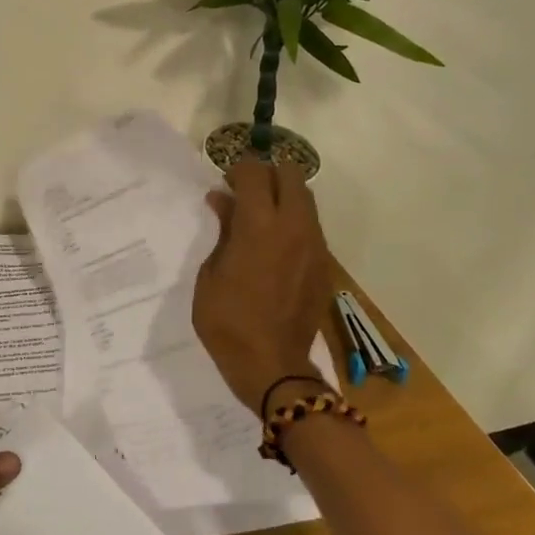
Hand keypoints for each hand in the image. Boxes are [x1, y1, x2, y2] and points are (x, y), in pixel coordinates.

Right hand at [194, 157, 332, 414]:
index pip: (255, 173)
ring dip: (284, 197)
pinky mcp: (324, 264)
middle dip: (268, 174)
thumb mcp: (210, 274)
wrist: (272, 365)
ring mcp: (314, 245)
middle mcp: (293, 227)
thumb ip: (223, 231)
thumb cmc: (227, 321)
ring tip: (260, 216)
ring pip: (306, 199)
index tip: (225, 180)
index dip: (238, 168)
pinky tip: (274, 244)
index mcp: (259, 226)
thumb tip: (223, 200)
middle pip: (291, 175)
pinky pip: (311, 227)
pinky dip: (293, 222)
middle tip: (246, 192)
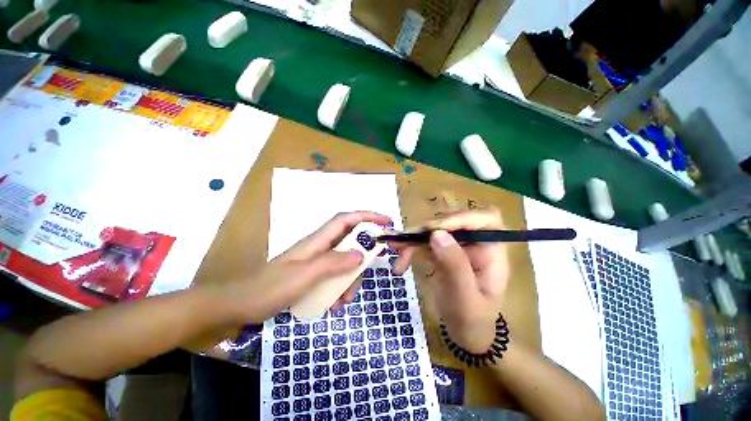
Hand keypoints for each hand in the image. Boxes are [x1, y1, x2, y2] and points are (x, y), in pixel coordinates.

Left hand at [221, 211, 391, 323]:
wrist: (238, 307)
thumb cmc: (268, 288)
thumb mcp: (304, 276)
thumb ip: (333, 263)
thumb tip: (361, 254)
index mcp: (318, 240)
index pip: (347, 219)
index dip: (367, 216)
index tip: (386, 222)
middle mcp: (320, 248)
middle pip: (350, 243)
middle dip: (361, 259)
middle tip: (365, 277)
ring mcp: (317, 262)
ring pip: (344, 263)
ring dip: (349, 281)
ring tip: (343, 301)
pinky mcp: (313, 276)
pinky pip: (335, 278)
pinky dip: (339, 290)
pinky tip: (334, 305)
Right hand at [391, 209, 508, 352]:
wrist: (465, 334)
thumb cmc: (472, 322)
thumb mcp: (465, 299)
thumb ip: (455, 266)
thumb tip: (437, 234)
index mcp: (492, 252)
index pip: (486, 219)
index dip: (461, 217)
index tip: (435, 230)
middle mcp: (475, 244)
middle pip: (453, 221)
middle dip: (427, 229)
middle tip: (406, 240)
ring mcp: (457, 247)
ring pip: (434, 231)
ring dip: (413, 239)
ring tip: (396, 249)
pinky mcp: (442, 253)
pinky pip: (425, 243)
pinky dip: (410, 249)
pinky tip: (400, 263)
# # # # # # #
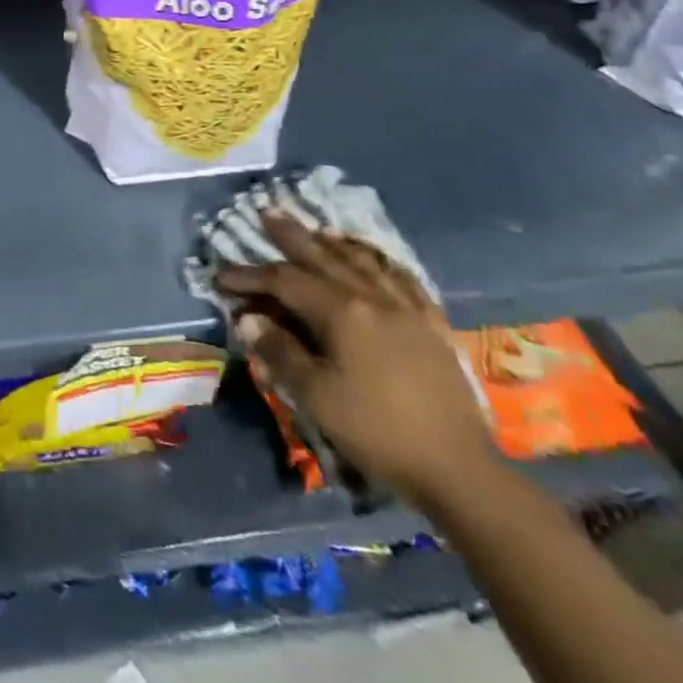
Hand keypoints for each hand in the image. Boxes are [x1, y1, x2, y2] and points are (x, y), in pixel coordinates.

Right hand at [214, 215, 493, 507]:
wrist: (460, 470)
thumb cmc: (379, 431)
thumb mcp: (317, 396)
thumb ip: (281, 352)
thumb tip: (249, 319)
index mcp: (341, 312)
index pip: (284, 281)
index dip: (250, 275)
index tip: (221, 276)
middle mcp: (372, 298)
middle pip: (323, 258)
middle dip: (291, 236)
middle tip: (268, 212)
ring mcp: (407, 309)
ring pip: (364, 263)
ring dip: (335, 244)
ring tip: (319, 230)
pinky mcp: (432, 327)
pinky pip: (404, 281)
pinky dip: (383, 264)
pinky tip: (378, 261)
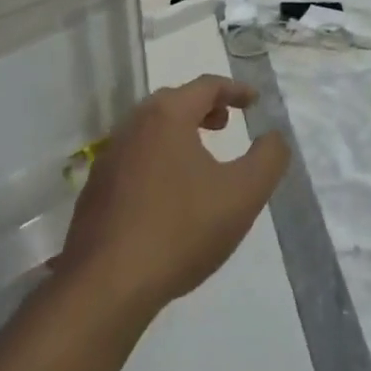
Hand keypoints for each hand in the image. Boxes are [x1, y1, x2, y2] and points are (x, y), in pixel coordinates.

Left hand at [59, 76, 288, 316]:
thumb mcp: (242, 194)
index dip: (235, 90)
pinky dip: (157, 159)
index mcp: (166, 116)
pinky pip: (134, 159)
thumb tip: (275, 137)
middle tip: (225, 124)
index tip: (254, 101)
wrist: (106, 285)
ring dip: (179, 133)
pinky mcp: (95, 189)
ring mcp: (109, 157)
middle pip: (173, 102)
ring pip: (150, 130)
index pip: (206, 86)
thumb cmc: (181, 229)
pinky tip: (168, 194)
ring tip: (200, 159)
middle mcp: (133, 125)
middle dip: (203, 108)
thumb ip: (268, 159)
# # # # # # #
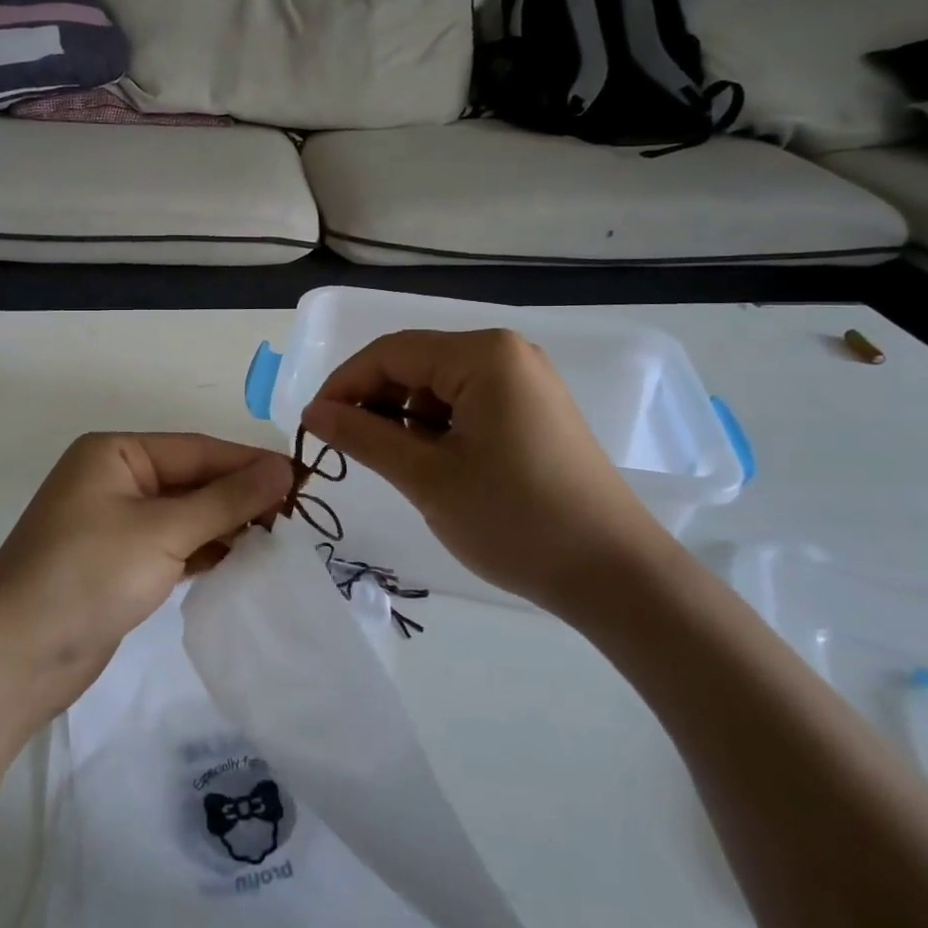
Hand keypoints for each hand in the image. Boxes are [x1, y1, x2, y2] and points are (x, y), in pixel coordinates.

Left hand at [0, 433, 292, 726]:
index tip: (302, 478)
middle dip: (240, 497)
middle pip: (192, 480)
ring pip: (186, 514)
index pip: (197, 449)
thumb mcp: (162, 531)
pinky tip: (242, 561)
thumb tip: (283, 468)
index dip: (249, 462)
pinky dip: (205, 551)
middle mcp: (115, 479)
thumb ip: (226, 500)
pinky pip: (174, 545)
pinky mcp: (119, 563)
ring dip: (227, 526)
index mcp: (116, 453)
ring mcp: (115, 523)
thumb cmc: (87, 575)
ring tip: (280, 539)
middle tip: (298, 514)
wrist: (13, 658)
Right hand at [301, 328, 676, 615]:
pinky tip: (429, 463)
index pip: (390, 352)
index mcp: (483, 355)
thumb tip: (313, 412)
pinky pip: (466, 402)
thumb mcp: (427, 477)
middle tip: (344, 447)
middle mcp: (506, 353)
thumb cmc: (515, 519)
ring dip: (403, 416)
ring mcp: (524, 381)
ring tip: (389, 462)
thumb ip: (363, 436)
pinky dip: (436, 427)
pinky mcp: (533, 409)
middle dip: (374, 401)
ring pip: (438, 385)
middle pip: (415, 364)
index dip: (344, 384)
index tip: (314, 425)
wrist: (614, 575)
# # # # # # #
▶ Your objective
Out of the data above, set down the lines from the one with "middle tip: (298, 514)" to the one with "wrist: (614, 575)", both included, exactly as written and with no additions.

▶ Written response
middle tip: (298, 514)
wrist: (13, 658)
Right hand at [301, 328, 676, 615]:
pinky tip: (429, 463)
index pip: (390, 352)
index mcp: (483, 355)
thumb tip: (313, 412)
pinky pip: (466, 402)
thumb mcp: (427, 477)
middle tip: (344, 447)
middle mcp: (506, 353)
thumb cmc: (515, 519)
ring dip: (403, 416)
ring mcp: (524, 381)
ring tip: (389, 462)
thumb ip: (363, 436)
pinky dip: (436, 427)
pinky mcp: (533, 409)
middle dip: (374, 401)
ring pip: (438, 385)
middle pip: (415, 364)
index dip: (344, 384)
index tip: (314, 425)
wrist: (614, 575)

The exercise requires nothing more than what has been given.